++++ RECORDS SUPPLIED

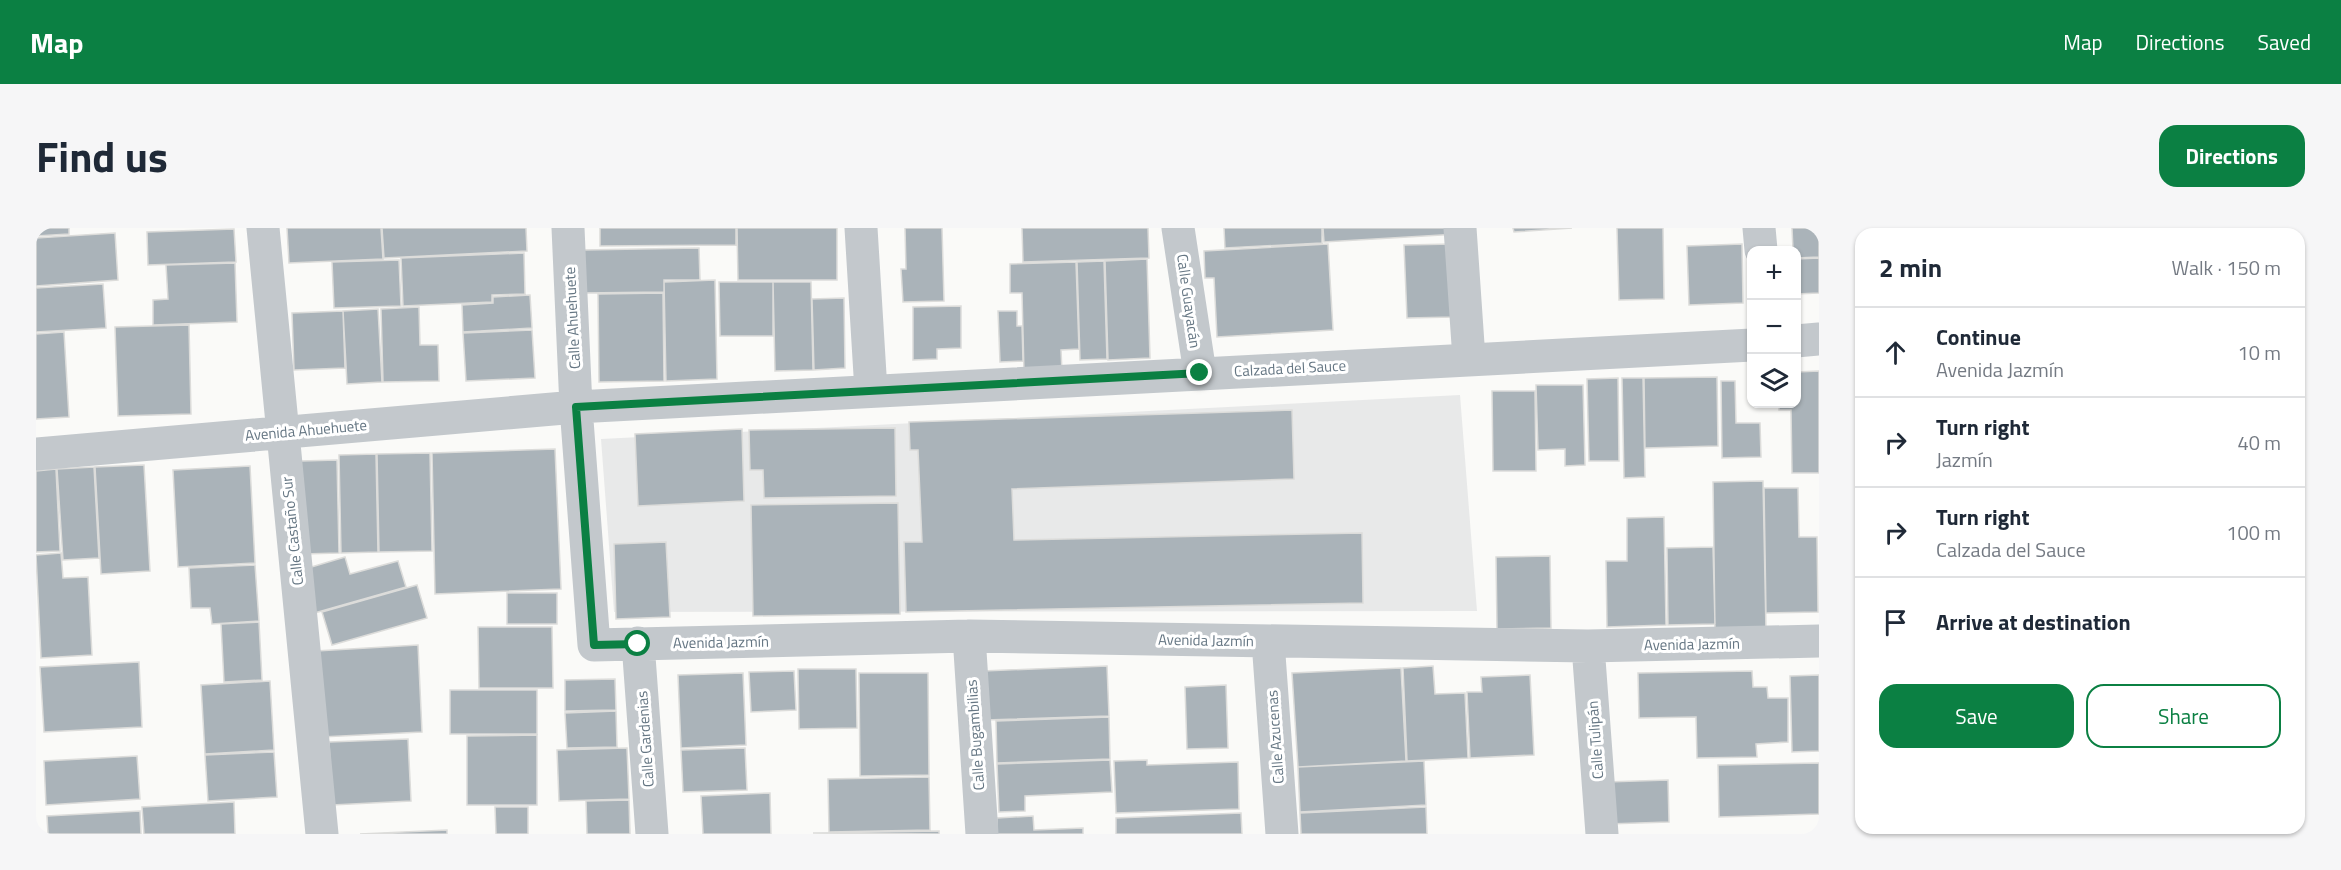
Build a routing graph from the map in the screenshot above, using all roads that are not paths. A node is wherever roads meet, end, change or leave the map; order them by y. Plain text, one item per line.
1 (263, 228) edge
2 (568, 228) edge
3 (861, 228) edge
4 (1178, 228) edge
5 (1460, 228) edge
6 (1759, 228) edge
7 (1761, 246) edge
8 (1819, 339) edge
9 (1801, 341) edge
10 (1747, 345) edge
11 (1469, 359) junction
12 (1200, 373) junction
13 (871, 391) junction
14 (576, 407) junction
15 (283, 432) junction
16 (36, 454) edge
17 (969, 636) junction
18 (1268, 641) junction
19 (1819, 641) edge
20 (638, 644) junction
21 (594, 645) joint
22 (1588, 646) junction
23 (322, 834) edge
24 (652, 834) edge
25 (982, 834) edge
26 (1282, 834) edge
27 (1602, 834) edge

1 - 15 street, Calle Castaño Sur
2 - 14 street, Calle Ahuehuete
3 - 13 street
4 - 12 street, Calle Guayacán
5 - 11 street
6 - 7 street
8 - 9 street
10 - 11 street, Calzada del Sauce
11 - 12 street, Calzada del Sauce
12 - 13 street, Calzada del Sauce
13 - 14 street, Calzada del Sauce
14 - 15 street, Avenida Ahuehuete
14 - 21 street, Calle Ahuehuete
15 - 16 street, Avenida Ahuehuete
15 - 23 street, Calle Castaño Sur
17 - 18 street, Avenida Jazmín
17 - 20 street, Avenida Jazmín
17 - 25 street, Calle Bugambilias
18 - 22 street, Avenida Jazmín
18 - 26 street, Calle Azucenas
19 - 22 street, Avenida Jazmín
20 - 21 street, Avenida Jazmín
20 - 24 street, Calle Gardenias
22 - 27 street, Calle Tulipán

++++++++
++++ RECORDS SUPPLIED

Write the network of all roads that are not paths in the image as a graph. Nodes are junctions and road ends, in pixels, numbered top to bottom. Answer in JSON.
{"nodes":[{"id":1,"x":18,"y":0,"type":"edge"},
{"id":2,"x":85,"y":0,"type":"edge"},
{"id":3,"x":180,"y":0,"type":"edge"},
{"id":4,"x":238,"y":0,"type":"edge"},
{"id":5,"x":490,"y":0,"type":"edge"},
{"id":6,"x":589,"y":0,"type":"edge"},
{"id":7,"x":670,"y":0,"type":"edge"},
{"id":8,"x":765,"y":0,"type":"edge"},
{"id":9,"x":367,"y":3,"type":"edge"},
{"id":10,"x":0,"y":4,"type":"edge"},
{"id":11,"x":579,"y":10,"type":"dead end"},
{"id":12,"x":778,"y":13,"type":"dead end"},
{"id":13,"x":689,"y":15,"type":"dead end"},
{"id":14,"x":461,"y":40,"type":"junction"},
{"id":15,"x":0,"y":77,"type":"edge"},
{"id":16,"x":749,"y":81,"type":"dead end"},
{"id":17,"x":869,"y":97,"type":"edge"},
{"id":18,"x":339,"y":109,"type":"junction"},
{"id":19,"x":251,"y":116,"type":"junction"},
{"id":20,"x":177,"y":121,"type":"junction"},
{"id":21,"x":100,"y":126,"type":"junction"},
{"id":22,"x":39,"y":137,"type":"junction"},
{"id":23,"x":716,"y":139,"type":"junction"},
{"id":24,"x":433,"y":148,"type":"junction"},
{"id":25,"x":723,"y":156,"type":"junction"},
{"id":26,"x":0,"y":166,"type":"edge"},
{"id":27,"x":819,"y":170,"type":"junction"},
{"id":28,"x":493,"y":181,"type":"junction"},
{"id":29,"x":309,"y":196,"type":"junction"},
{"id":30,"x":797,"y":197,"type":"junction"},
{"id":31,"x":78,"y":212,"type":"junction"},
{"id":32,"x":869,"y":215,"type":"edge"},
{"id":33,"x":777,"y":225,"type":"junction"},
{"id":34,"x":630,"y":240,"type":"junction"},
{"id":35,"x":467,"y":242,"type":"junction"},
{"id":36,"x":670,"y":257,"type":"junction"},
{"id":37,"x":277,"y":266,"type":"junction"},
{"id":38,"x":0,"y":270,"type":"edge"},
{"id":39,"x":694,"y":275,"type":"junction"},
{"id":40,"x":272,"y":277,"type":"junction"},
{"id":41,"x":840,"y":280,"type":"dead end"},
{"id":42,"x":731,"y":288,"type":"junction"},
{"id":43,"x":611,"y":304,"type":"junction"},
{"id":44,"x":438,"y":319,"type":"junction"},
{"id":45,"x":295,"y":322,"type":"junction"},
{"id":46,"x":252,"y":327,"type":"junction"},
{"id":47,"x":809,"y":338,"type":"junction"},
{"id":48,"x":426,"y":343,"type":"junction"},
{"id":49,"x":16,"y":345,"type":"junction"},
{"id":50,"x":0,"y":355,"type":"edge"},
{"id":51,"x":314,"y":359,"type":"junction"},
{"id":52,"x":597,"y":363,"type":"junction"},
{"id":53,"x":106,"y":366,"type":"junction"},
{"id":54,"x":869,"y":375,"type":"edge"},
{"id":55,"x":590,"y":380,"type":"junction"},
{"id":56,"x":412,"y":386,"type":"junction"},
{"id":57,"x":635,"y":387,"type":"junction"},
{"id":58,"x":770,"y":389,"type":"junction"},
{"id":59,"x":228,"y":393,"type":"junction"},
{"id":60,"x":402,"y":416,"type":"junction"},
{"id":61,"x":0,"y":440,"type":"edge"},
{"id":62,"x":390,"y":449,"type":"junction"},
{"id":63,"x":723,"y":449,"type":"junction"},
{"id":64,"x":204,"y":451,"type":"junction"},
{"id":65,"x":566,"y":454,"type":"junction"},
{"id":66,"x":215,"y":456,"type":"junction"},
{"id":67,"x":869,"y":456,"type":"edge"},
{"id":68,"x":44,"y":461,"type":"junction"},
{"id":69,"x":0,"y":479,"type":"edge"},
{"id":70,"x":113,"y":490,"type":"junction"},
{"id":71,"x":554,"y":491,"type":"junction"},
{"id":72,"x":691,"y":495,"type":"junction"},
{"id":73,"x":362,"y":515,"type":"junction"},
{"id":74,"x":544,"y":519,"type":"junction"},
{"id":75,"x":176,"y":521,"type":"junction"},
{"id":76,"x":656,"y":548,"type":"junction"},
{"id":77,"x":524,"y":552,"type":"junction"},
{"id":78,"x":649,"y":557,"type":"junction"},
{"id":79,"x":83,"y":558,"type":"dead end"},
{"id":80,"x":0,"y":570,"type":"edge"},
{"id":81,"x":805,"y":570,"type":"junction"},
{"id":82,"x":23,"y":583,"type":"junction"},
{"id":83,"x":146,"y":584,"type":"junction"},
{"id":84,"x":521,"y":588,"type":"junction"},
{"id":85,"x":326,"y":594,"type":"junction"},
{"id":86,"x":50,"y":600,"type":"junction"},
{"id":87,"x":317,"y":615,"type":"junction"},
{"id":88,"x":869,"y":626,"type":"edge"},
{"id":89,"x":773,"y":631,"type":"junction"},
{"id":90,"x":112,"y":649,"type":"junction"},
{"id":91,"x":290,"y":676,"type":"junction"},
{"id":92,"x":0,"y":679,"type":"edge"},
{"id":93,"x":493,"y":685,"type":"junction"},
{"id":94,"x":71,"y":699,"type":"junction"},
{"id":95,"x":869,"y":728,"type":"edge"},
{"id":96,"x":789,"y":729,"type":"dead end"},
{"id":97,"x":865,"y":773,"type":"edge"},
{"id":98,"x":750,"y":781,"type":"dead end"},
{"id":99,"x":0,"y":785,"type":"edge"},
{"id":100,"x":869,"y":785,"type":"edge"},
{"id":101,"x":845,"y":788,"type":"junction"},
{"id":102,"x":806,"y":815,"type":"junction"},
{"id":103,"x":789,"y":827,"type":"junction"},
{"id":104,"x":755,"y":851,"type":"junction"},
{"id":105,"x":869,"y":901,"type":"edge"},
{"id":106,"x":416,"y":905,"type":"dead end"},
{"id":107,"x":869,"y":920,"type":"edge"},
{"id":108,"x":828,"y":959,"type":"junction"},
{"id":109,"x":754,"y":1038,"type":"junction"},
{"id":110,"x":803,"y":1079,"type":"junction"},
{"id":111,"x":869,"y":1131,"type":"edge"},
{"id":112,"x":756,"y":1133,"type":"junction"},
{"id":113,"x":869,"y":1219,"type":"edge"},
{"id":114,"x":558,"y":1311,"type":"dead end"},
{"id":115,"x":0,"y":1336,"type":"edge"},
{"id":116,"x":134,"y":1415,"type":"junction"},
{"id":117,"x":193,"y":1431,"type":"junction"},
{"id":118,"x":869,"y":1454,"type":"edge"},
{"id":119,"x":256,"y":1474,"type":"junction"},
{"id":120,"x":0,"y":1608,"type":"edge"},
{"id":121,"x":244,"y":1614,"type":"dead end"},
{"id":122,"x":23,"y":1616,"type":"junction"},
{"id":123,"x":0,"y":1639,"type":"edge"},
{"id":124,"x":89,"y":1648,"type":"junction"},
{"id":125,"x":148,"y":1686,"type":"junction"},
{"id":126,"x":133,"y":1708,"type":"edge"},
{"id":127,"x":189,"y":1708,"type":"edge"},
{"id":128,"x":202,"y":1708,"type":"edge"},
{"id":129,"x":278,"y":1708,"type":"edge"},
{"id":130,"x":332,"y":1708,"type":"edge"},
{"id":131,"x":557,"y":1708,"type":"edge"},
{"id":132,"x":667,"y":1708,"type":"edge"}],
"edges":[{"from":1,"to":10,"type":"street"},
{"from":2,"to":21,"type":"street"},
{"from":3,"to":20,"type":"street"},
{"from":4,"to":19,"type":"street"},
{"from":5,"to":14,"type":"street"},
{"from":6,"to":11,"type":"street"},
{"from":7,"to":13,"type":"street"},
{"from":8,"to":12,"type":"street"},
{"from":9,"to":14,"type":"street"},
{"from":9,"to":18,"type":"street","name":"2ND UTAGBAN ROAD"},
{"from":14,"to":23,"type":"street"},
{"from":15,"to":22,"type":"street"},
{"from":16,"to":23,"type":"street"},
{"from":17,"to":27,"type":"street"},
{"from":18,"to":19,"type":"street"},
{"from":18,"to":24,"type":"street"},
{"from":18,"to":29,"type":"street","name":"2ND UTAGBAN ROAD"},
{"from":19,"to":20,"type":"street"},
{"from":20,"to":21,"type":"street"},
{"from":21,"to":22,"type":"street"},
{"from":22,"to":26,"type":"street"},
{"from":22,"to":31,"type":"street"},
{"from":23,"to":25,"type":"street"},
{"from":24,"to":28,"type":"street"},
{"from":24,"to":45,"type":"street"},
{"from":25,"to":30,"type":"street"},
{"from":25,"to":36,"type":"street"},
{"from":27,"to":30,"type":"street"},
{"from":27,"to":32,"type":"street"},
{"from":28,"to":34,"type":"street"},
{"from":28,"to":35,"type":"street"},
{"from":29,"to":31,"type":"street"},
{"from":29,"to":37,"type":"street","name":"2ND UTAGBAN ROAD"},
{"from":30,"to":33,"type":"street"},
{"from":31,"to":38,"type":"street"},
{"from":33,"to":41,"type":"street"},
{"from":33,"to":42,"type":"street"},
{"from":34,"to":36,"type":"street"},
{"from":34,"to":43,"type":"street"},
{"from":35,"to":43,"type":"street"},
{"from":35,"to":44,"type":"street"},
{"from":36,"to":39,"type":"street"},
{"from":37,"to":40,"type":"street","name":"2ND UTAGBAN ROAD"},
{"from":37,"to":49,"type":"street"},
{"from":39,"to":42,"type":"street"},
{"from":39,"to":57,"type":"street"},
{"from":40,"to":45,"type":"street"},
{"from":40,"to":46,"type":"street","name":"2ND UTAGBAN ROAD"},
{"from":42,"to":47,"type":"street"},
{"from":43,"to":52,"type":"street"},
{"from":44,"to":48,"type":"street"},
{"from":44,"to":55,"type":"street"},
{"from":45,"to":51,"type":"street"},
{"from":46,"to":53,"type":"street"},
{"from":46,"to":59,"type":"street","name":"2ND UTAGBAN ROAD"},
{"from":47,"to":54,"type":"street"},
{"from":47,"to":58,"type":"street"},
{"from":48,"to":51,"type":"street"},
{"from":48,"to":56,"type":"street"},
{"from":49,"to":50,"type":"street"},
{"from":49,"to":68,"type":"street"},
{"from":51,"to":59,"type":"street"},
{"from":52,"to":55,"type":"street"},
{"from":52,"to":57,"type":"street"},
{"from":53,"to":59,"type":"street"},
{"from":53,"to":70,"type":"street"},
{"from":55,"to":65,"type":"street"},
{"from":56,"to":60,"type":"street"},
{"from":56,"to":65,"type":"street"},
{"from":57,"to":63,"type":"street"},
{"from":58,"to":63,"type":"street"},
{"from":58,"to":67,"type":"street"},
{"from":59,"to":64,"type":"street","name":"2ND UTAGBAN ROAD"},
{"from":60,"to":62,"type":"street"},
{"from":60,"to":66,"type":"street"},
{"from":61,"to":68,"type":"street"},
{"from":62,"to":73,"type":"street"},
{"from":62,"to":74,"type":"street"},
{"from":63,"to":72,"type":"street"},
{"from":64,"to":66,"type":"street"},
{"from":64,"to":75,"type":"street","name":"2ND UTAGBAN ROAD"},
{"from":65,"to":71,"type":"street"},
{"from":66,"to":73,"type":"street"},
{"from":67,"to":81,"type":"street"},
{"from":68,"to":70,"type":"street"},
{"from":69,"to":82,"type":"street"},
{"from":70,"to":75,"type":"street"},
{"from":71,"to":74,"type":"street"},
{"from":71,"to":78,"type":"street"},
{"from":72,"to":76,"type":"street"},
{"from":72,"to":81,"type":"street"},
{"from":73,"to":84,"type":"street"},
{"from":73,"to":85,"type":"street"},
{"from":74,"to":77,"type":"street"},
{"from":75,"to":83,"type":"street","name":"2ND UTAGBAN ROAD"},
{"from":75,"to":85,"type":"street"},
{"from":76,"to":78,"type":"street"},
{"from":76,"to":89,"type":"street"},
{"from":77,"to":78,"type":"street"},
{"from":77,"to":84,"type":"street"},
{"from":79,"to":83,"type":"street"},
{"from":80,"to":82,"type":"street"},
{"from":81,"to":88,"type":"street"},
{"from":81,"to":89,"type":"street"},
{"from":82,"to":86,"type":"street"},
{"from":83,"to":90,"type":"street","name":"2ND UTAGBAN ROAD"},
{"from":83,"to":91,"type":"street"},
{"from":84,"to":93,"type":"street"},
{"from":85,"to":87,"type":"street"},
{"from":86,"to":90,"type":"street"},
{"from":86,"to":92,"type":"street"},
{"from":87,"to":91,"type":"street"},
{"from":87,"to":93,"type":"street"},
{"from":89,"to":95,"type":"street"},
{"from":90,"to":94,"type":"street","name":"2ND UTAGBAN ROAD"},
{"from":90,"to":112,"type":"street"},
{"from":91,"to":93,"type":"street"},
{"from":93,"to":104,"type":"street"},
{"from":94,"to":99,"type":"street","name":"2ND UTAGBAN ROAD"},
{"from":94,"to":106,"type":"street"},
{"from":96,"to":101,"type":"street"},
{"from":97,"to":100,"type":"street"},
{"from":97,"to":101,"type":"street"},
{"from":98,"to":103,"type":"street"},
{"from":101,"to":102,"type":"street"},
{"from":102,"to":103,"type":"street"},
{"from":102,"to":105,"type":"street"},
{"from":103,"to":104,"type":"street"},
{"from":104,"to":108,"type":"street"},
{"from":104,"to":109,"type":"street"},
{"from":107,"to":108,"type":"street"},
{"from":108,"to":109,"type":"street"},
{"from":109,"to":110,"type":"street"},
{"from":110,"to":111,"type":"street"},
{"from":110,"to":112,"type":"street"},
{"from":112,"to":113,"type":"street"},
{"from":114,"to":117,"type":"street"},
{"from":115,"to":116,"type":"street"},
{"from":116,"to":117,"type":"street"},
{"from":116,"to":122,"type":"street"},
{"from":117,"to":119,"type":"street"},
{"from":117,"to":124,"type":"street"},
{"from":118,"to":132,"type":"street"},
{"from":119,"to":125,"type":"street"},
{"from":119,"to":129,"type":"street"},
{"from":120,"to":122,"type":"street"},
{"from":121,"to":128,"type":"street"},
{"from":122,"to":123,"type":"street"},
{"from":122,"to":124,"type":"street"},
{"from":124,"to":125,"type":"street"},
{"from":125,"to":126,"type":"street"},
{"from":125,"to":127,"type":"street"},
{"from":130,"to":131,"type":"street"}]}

++++++++

(TASK REQUIREMENTS):
Where the word "Sauce" shows up in a line of the records above, count that line; then give the count by itself.

(THE ANSWER):
4